Liquidity and Distributions
Due to concerns about liquidity management, investor runs and maturity mismatches, the Central Bank requires that Loan AIFs be closed-ended. In this regard, the Central Bank has referred to the definition of a “closed-ended AIF” set out in Commission Delegation Regulation EU (No. 694/2014), which defines an “open-ended AIF” as an AIF:
the shares or units of which are, at the request of any of its shareholders or unitholders, repurchased or redeemed prior to the commencement of its liquidation phase or wind-down, directly or indirectly, out of the assets of the AIF in accordance with the procedures and frequency set out in its rules ...
A closed-ended AIF is an AIF that is not an open-ended AIF.
The Central Bank was lobbied to permit the use of the term “limited liquidity” in order to demonstrate that liquidity would be available during the lifetime of the Loan AIF – not at the request of unitholders but at “dates determined at the authorisation date, or such other dates as may be approved by the board ... without commitment and on a non-preferred basis”.
The Rules provide that Loan AIFs may only make distributions and provide for redemptions where there is available cash or liquid assets and where such distributions do not endanger the regulatory compliance or liquidity obligations of the Loan AIF.
Investor consent will be required for redemptions (but not for distributions) if the assets are valued at other than prevailing market prices.

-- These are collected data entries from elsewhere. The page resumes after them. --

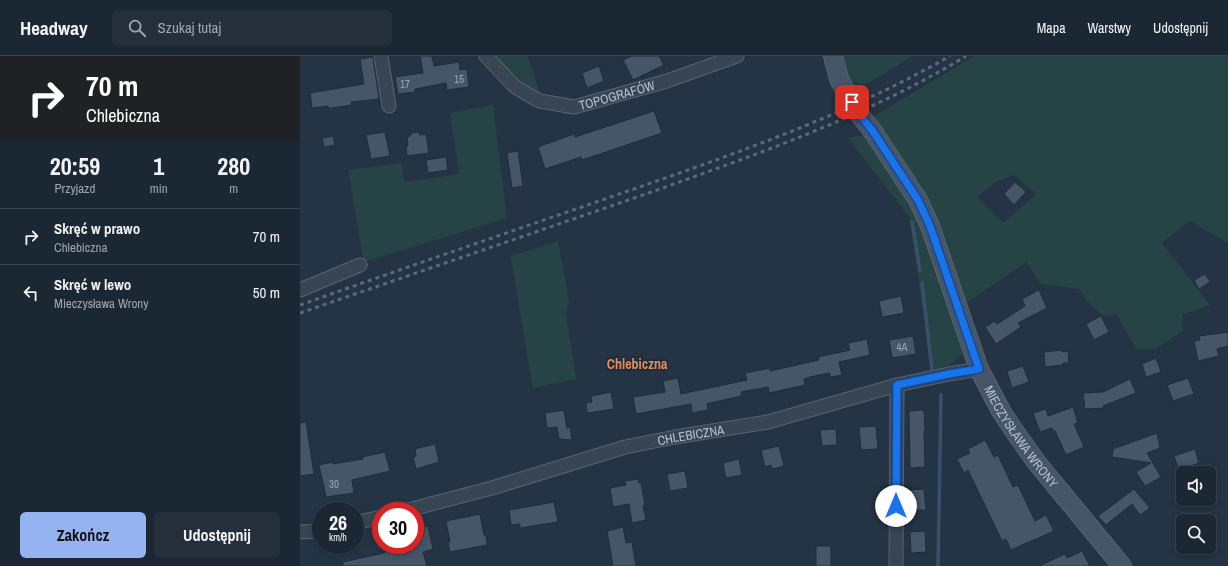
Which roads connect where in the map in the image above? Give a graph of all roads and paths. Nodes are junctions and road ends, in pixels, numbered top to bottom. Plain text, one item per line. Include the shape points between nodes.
1 (381, 56) edge
2 (486, 56) edge
3 (737, 56) edge
4 (833, 56) edge
5 (389, 106) dead end
6 (360, 266) dead end
7 (300, 290) edge
8 (979, 369) junction
9 (897, 385) junction
10 (424, 506) edge
11 (312, 531) edge
12 (300, 532) edge
13 (896, 566) edge
14 (1122, 566) edge

1 - 5 street
2 - 3 street, TOPOGRAFÓW via 514,86 532,97 540,101 574,107 667,81
4 - 8 street, MIECZYSŁAWA WRONY via 839,79 858,113 918,200 930,226
6 - 7 street
8 - 9 street, CHLEBICZNA
8 - 14 street, MIECZYSŁAWA WRONY via 1014,432
9 - 10 street, CHLEBICZNA via 768,422 625,447 492,488
9 - 13 street
11 - 12 street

During the consultation, the Central Bank signalled an intention to apply leverage limits to curtail “cyclical vulnerability”, while acknowledging that the imposition of leverage limits might be considered to be “gold-plating” from an AIFMD perspective. A Loan AIF “must not have gross assets of more than 200% of its net asset value” (i.e., the limit has been set at 1:1 – a Loan AIF with assets of 100 may borrow 100). This limit may be tightened to manage credit growth or threats to financial stability. The Loan AIF must consult with the Central Bank in the event of a breach.
While most respondents to the Central Bank’s Consultation Paper fundamentally disagreed with the leverage proposal, the Central Bank decided not to increase permitted leverage. The Central Bank has indicated that it will keep this limit under review if the limit prevents managers from setting up Irish Loan AIFs.
The Rules require specific disclosure as to the risks of investing in Loan AIFs, including the risk that tightening of leverage limits may impact investment strategy. The Rules also set out specific requirements for the periodic reports issued by the Loan AIF, including a breakdown of each loan and whether it is performing or subject to forbearance in line with the distressed loan criteria applied to banks. A formal reporting template will be introduced by the Central Bank.
It is notable that the Central Bank is applying its disclosure requirements to sales materials and not just the Prospectus as, typically, the Central Bank does not regulate marketing materials other than to require that they may not be misleading.
The Rules are the culmination of more than a year’s work by the Irish Central Bank and follow detailed discussions with many stakeholders and consultation with regulatory bodies such as the European Systematic Risk Board (ESRB). The Consultation Paper refers to the engagement with the ESRB, and the degree of detail in the draft Rules clearly reflects the cumulative input.
A Central Bank spokesperson commented that “In our judgment, having consulted widely, including with the ESRB, this is a substantial, detailed and robust regulatory regime.”
Other jurisdictions, such as Luxembourg and Malta, already have loan fund regimes in place. It will be interesting to see if additional domiciles follow the Central Bank’s lead, as well as the extent to which the ESRB will seek to be prescriptive in this regard.